Distal radius fractures (DRFs) are often immobilized in sugar tong splints (STS) which extend proximal to the elbow and immobilize the forearm in fixed rotation. The reverse sugar tong splint (rSTS) (Figure 1) extends to the proximal forearm and has the benefit of maintaining elbow range of motion and exposure of the antecubital fossa. Our objective was to compare radiographic alignment and post-reduction complications of patients undergoing nonoperative treatment of distal radius fractures immobilized in STS and rSTS.

Methods & Materials:

Adult patients presenting to a level one trauma center between June 26, 2019 and June 23, 2020 with an isolated DRF who underwent closed reduction were included in the study. Patients were excluded if they had an open fracture, were not immobilized in a STS or rSTS, or if they were initially indicated for operative treatment. Splint choice was based on the surgeon on-call regardless of fracture morphology. Radiographic parameters were measured at pre-reduction, post-reduction and first follow-up visit time points. Statistical comparisons were performed using Mann Whitney U test and chi square test with a statistical significance set at p<0.05.

Results:

63 patients were included in the final analysis. The average age was 58, and 48 were female (Table 1).

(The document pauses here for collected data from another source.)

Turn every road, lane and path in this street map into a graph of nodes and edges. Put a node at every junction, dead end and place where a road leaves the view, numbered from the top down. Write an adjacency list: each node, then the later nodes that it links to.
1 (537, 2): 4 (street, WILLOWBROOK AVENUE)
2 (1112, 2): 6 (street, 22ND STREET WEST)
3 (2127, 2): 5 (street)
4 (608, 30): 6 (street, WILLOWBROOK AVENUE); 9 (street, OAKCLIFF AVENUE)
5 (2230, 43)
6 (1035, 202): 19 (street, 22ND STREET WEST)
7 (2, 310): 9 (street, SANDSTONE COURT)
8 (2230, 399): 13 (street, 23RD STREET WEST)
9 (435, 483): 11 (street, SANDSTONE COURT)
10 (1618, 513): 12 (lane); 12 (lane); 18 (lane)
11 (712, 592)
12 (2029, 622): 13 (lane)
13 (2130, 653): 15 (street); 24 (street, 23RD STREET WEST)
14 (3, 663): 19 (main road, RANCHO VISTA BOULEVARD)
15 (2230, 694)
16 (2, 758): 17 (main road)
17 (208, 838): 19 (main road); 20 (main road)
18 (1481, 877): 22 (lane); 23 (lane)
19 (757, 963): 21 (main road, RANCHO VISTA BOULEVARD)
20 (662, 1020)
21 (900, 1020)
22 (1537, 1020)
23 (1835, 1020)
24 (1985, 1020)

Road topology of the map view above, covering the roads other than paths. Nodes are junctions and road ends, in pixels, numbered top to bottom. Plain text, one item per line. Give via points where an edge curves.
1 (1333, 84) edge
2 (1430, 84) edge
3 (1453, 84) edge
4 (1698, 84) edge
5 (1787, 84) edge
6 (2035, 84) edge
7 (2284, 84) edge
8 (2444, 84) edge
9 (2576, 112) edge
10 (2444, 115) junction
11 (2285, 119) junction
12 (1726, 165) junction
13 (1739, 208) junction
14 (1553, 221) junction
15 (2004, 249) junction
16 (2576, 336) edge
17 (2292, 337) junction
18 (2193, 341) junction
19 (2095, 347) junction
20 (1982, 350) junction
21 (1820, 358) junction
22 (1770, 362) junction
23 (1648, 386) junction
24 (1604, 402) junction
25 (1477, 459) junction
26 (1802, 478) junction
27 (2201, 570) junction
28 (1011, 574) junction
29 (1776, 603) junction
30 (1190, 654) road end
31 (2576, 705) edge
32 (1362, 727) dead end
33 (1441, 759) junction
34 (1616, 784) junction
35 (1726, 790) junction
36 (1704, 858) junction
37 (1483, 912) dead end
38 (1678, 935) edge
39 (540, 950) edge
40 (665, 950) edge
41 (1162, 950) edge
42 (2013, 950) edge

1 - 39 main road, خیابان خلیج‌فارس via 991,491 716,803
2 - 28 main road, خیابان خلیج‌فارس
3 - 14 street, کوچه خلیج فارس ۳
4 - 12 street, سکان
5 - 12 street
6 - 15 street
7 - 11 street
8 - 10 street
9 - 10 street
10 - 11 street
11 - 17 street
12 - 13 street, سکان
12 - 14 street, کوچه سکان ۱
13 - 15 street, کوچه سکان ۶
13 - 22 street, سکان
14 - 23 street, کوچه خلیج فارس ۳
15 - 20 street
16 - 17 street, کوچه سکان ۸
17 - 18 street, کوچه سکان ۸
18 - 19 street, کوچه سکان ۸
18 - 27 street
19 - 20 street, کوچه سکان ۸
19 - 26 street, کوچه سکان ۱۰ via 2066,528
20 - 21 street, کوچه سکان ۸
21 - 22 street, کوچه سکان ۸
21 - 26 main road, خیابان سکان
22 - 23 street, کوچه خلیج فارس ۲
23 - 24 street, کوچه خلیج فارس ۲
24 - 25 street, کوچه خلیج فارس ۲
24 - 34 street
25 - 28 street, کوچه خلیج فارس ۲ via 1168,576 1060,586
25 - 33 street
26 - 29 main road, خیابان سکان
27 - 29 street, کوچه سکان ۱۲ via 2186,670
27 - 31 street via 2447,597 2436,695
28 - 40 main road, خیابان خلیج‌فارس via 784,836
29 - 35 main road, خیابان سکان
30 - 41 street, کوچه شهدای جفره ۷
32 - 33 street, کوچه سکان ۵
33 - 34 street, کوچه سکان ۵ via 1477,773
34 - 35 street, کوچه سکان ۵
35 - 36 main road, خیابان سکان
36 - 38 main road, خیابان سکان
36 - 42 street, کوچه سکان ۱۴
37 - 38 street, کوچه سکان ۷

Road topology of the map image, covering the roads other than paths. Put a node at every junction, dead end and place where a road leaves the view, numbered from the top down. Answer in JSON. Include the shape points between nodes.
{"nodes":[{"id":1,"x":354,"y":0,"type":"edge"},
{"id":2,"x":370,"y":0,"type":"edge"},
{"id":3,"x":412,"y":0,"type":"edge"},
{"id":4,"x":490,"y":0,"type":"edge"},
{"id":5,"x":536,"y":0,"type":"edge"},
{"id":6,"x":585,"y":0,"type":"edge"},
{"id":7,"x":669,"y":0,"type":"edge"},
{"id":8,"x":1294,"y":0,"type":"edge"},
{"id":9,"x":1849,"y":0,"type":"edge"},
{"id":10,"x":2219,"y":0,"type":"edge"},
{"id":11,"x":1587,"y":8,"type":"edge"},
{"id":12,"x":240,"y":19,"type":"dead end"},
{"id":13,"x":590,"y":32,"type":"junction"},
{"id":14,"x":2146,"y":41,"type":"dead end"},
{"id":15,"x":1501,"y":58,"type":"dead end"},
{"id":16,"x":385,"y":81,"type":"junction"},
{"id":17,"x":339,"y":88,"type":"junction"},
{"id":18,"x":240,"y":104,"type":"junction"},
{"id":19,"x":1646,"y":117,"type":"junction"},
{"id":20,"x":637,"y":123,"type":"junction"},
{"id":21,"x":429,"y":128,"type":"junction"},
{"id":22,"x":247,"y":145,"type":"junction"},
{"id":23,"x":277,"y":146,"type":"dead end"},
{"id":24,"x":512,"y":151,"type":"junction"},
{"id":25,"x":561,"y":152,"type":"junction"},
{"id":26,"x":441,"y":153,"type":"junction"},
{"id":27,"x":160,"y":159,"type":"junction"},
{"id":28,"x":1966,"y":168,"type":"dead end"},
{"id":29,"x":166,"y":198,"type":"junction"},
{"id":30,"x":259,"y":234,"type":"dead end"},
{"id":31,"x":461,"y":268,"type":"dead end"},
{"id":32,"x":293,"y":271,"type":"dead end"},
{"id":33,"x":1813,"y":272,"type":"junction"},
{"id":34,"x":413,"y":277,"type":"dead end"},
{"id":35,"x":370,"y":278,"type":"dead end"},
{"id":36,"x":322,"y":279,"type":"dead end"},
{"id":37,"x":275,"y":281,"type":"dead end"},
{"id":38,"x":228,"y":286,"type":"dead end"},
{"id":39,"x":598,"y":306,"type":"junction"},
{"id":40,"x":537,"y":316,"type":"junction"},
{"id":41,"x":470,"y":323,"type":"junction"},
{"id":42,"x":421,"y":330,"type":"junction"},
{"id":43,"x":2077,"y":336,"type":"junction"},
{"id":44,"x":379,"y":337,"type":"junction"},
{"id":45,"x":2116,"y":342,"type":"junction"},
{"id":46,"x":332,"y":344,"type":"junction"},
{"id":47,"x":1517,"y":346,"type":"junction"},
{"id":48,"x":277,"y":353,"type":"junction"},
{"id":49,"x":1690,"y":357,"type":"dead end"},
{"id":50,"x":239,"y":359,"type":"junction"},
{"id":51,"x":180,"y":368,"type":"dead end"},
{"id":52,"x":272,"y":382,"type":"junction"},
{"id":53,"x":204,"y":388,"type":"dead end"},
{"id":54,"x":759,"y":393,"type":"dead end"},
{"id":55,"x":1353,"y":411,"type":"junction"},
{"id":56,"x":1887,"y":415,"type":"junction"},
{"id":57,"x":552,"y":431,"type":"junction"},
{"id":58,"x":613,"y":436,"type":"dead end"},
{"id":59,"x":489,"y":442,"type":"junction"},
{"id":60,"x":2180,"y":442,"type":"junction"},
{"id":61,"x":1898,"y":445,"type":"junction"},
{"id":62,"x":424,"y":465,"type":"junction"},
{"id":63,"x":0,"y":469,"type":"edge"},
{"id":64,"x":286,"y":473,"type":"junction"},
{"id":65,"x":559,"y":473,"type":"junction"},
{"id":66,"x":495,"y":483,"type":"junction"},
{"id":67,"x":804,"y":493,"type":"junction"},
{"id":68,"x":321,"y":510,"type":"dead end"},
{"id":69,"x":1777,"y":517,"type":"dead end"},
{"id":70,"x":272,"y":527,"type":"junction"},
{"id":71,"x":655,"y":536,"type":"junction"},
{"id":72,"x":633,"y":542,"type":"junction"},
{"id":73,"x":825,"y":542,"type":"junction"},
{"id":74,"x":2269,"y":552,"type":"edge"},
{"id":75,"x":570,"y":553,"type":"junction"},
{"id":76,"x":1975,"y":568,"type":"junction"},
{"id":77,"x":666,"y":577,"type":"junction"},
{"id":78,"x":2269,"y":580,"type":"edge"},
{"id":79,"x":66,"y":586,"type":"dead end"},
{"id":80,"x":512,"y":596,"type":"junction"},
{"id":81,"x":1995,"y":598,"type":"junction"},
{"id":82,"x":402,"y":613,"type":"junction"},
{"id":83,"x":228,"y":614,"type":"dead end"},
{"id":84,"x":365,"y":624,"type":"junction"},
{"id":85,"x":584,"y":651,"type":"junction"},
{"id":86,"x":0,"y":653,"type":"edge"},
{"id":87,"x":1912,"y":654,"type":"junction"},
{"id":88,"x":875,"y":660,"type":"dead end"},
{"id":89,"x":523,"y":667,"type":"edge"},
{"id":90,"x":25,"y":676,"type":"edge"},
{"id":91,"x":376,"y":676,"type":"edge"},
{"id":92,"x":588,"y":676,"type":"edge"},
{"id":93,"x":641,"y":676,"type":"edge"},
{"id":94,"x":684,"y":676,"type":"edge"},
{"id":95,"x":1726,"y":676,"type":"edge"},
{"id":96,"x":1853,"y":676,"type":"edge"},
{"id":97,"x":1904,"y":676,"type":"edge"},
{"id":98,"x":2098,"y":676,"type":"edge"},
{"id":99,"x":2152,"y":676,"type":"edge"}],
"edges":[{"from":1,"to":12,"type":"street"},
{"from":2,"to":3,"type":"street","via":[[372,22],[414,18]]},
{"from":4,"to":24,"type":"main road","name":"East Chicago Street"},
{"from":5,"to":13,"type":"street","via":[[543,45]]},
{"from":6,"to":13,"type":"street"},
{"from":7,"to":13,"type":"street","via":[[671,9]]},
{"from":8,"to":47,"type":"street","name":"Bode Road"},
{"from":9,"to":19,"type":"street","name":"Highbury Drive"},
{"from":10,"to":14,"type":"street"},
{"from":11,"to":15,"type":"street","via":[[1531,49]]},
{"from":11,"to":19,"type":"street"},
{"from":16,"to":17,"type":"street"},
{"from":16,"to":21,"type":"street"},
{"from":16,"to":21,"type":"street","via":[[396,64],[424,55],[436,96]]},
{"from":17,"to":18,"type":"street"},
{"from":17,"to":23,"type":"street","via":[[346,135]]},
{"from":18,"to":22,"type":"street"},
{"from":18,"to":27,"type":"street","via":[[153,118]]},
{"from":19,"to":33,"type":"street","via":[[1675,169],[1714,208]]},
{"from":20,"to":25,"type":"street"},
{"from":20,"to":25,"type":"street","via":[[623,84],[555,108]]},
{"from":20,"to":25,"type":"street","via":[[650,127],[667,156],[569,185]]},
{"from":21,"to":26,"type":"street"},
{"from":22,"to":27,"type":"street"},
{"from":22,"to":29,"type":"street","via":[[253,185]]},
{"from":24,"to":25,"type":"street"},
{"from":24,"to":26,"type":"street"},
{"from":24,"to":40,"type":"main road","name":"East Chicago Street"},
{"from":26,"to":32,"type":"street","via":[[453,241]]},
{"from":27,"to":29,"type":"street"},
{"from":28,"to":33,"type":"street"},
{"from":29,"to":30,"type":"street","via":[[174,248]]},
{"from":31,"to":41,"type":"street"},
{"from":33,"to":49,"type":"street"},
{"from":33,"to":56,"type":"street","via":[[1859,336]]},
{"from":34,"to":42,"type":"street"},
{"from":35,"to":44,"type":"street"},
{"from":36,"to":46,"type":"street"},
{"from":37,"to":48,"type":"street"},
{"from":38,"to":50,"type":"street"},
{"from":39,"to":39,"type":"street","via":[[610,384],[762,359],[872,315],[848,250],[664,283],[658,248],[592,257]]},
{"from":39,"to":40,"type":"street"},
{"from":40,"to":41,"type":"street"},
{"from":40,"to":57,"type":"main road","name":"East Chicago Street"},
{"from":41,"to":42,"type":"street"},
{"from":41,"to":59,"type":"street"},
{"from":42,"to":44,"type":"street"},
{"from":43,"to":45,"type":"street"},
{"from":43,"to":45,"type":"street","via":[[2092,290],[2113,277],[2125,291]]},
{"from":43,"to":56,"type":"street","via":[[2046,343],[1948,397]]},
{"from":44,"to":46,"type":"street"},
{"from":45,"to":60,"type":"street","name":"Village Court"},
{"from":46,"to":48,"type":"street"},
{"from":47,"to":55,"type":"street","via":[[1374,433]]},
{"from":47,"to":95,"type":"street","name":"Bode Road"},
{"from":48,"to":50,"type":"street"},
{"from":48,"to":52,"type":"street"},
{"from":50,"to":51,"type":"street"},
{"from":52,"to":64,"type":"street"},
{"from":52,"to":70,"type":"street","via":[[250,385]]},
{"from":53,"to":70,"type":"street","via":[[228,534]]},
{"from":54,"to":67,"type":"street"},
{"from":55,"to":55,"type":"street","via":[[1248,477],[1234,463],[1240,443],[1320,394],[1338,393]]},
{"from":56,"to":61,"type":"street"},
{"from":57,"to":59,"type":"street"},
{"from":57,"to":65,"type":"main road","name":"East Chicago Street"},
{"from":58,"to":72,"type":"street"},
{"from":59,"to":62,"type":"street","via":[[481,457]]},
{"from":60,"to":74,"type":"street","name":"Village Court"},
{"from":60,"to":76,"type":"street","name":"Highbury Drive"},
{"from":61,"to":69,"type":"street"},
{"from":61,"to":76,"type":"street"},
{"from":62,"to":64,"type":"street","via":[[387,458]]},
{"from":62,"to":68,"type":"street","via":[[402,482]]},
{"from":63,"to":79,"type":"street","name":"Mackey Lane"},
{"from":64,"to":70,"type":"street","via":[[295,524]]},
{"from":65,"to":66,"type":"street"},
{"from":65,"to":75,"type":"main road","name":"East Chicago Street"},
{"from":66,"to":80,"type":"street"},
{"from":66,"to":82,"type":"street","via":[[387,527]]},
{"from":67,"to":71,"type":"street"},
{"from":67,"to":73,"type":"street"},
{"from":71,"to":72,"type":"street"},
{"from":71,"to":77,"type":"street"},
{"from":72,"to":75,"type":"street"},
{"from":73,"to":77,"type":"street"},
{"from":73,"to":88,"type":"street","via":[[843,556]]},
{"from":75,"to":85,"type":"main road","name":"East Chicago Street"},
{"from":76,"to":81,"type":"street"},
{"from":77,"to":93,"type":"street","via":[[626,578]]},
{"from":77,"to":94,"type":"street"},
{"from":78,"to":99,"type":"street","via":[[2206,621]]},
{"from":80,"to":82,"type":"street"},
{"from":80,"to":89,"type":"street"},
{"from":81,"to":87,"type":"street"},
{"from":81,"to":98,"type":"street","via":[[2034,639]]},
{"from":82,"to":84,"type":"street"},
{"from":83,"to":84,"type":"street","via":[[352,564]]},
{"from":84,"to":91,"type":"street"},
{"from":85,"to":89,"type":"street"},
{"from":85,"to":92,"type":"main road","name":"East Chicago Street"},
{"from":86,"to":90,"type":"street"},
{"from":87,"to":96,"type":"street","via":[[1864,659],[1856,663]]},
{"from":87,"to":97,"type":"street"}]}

The STS cohort had significantly more patients with BMI>30. 49% of the injuries occurred in the dominant upper extremity. There was no difference in radiographic alignment between splint types at any time point (Table 2). The mean time for first follow up visit was 10 days (SD:5). Six patients in each cohort had loss of reduction by radiographic parameters. Two patients immobilized with rSTS and one patient immobilized with STS failed nonoperative treatment leading to operative intervention.

Conclusion:

We found no significant difference in outcomes for DRFs undergoing nonoperative treatment following closed reduction with immobilization in STS compared to rSTS. Surgeons may consider immobilizing DRFs with a rSTS due to maintained elbow range of motion and exposure without concern for worse outcomes.